### Exercise goal
From the listing below, extract each entry exactly as written, minus the images.

### The data
= = =

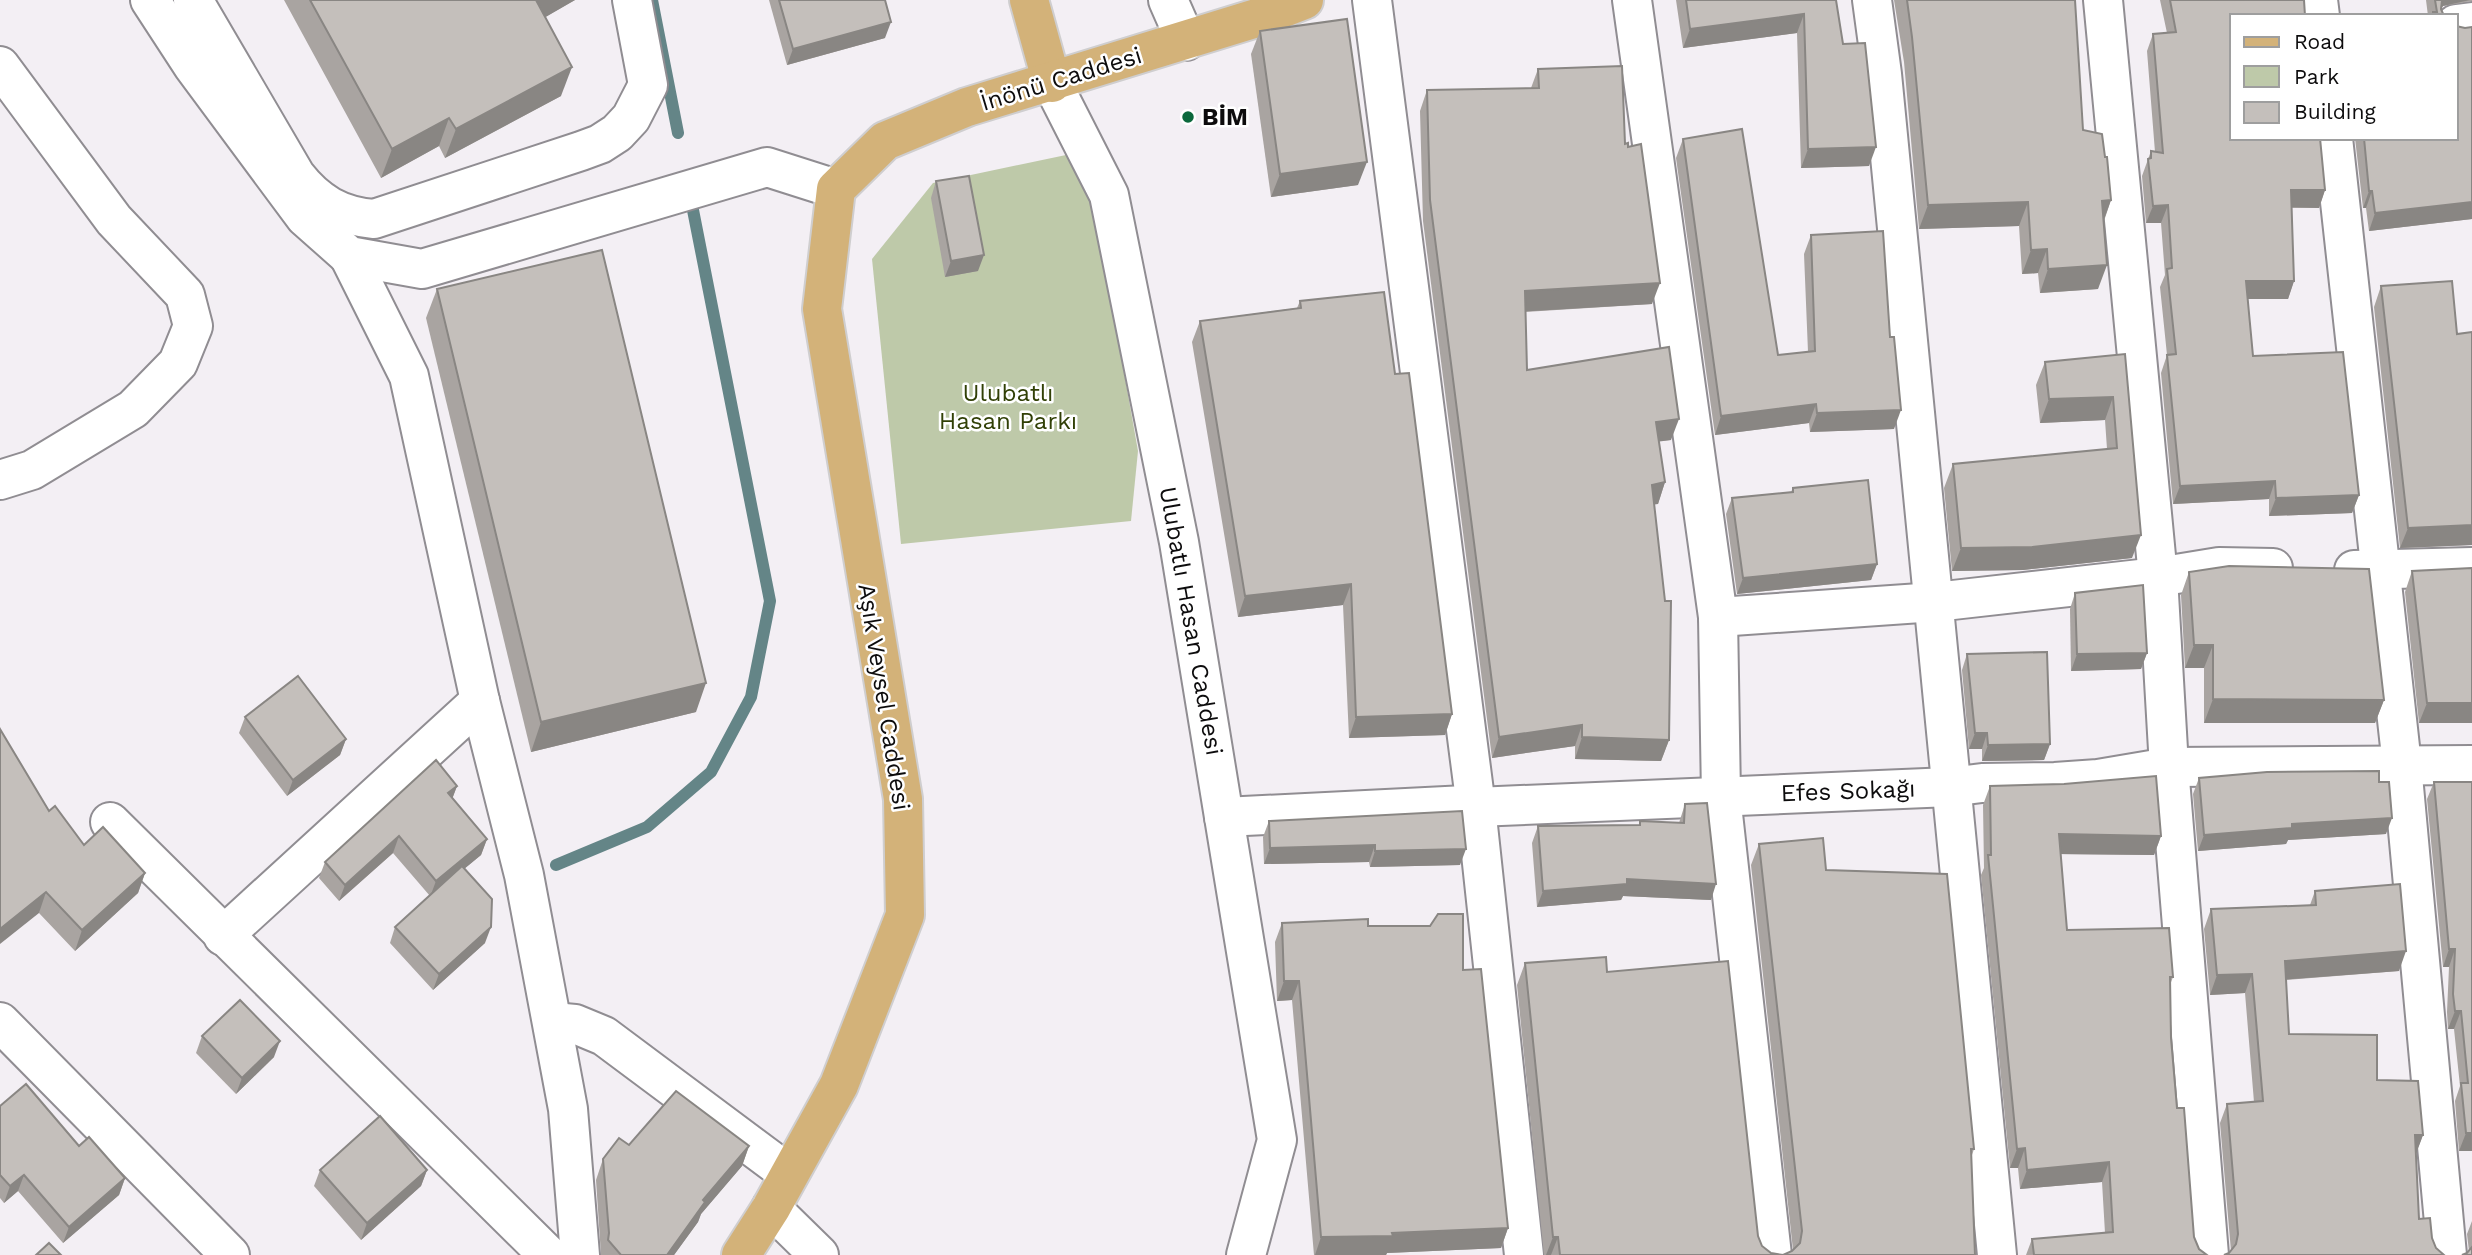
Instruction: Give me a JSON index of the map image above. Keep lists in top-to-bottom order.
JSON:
{
  "streets": {
    "main road": ["İnönü Caddesi", "Ulubatlı Hasan Caddesi", "Aşık Veysel Caddesi"],
    "street": ["Efes Sokağı"]
  },
  "crossings": [
    ["İnönü Caddesi", "Ulubatlı Hasan Caddesi"],
    ["İnönü Caddesi", "Aşık Veysel Caddesi"],
    ["Ulubatlı Hasan Caddesi", "Efes Sokağı"]
  ],
  "parks": ["Ulubatlı Hasan Parkı"],
  "places": ["BİM"],
  "legend": ["Road", "Park", "Building"]
}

= = =

### Answer box
Instruction: Give me a JSON index of the map image above. Keep lists in top-to-bottom order.
JSON:
{
  "streets": {
    "main road": ["İnönü Caddesi", "Ulubatlı Hasan Caddesi", "Aşık Veysel Caddesi"],
    "street": ["Efes Sokağı"]
  },
  "crossings": [
    ["İnönü Caddesi", "Ulubatlı Hasan Caddesi"],
    ["İnönü Caddesi", "Aşık Veysel Caddesi"],
    ["Ulubatlı Hasan Caddesi", "Efes Sokağı"]
  ],
  "parks": ["Ulubatlı Hasan Parkı"],
  "places": ["BİM"],
  "legend": ["Road", "Park", "Building"]
}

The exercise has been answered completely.